Gelmiş geçmiş Amerika Birleşik Devletleri başkanlarından birçok şey öğrenebiliriz. Geçtiğimiz günlerde bununla ilgili bir makale yayınlandı Gazeteci Yazar Cindy Adams tarafından. Ben de sizlere bu makaleden anektodlar aktarmaya çalışacağım.
Tarihinizi unutmayın diyor yazar. İşte bir veya iki başkanlık dersi. John Quincy Adams - harika soyadına rağmen - sert, kibirli, affetmezdi. Ayrıca soğuk, katıydı. Her sabah Potomac'ta çıplak yüzerdi. Putin'i Hallmark sevgilisi gibi gösterirdi Sevimli Andrew Jackson. "Yaşlı Hickory" anlaşmazlıkları yumruklar ve kılıçla çözerdi. Uzun iç çamaşırları içindeki Nancy Pelosi'yi düşünün. Martin Van Buren, tatlı dilli, hoş kokulu züppe, konuşma yapmayı seven.
1837 William Henry Harrison, Bayan Harrison'ın bile hatırlayamadığı kişi James Polk Demokrat. İlk zamanlarında, "The Star-Spangled Banner" yazarı Francis Scott Key ile takılırdı. Şimdi nerede olurlarsa olsunlar, Taylor Swift'e kadeh kaldırıyorlar.

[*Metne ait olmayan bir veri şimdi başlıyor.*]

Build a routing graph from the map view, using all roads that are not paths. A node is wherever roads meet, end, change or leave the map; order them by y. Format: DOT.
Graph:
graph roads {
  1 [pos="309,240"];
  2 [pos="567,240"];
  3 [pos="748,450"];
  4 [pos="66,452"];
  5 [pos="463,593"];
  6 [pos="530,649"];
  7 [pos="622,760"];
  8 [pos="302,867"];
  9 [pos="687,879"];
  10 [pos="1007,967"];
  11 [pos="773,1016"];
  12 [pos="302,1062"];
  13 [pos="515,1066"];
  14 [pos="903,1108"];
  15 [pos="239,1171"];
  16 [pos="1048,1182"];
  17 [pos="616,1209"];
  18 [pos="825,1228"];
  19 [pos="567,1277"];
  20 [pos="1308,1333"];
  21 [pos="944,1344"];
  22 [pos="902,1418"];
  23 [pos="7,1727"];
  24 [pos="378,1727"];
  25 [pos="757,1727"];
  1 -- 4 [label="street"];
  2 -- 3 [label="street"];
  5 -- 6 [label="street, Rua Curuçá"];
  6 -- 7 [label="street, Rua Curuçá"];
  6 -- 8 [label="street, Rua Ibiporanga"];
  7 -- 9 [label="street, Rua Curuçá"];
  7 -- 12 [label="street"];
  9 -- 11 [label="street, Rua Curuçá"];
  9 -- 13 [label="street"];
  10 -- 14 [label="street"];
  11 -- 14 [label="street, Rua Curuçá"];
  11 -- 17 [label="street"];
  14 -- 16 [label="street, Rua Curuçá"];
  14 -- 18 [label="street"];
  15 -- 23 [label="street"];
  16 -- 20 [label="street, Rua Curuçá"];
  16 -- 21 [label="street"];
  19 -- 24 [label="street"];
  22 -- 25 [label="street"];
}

1841, Başkan Yardımcısı John Tyler aniden başkan olur. Yumuşak huylu. Seçmenler ülkeyi yönetemeyeceğinden endişeleniyordu. Görev süresi boyunca 618 banka kapandı. Sadece bir dönem. O zamandan beri Hunter Biden'ın babasının kişiliğinde yeniden ortaya çıktı. Zachary Taylor. Panama Kanalı'nın kurulmasına yardımcı oldu, şimdi onu Panama'dan geri almaya çalışıyoruz. Millard Fillmore. Kendisi hakkında işe yarayan hiçbir şey yok, sadece sonunda ofisten ayrıldı. Yani Millard ismiyle nereye varmaya çalışıyorsun?
James Buchanan. Kitabının adı “Bay Buchanan'ın İsyanın Arifesindeki Yönetimi” idi. Sadece köpekler onu incelerdi. Abraham Lincoln. Onun hakkında dokuz bin film yapıldı. Şimdi Tony'yi kazanmak üzere olan "Oh, Mary"nin konusu. Herkes onu oynadı ama Dolly Parton oynamadı. Andrew Johnson'ın bir terzi dükkanı vardı. Büyükbabamın da vardı. Johnson Başkan oldu. Büyükbabam değil. Ulysses S. Grant'in siyasi bilgisi - küçük, içki tüketimi büyük. Eğer nefes verseydi Rockies çakıl taşı olurdu. James Garfield. Cumhuriyetçi. 19 Eylül 1881'de, çılgına dönmüş, hayal kırıklığına uğramış bir makam arayıcısı tarafından vuruldu. Chester Arthur. "Adaylığı, demirci ocağından çıkan kızgın bir ayakkabı gibi bırak" denildi. Adaylık için yaptığı yarış gönülsüzceydi.
Grover Cleveland. Çılgına döndü. Gayrimeşru bir çocuğa baba oldu. Muhalefetin sloganı şuydu: "Anne, anne, babam nerede?" William McKinley. Buffalo'da bir anarşist tarafından karnından vuruldu. Theodore Roosevelt, Cumhuriyetçi. Engellerle yüzleşen, hayattan büyük lider. Şöyle denildi: "O bir Amerikalı değil. O Amerika" 1909-1913 - 27. Başkan William Howard Taft'tı, Cumhuriyetçi. Beyaz Saray'ı "dünyanın en yalnız yeri" olarak adlandırdı. Abraham Lincoln'ün bir zamanlar şöyle dediğini bilin: "Bir kadın, bana zarar vermeyeceğini bildiğim tek korktuğum şeydir." Evet. Eh, bir yerlerde B'way'in "Oh, Mary!" dediğini görmeli, Tony'yi bul. Sadece Amerika'da çocuklar, sadece Amerika'da.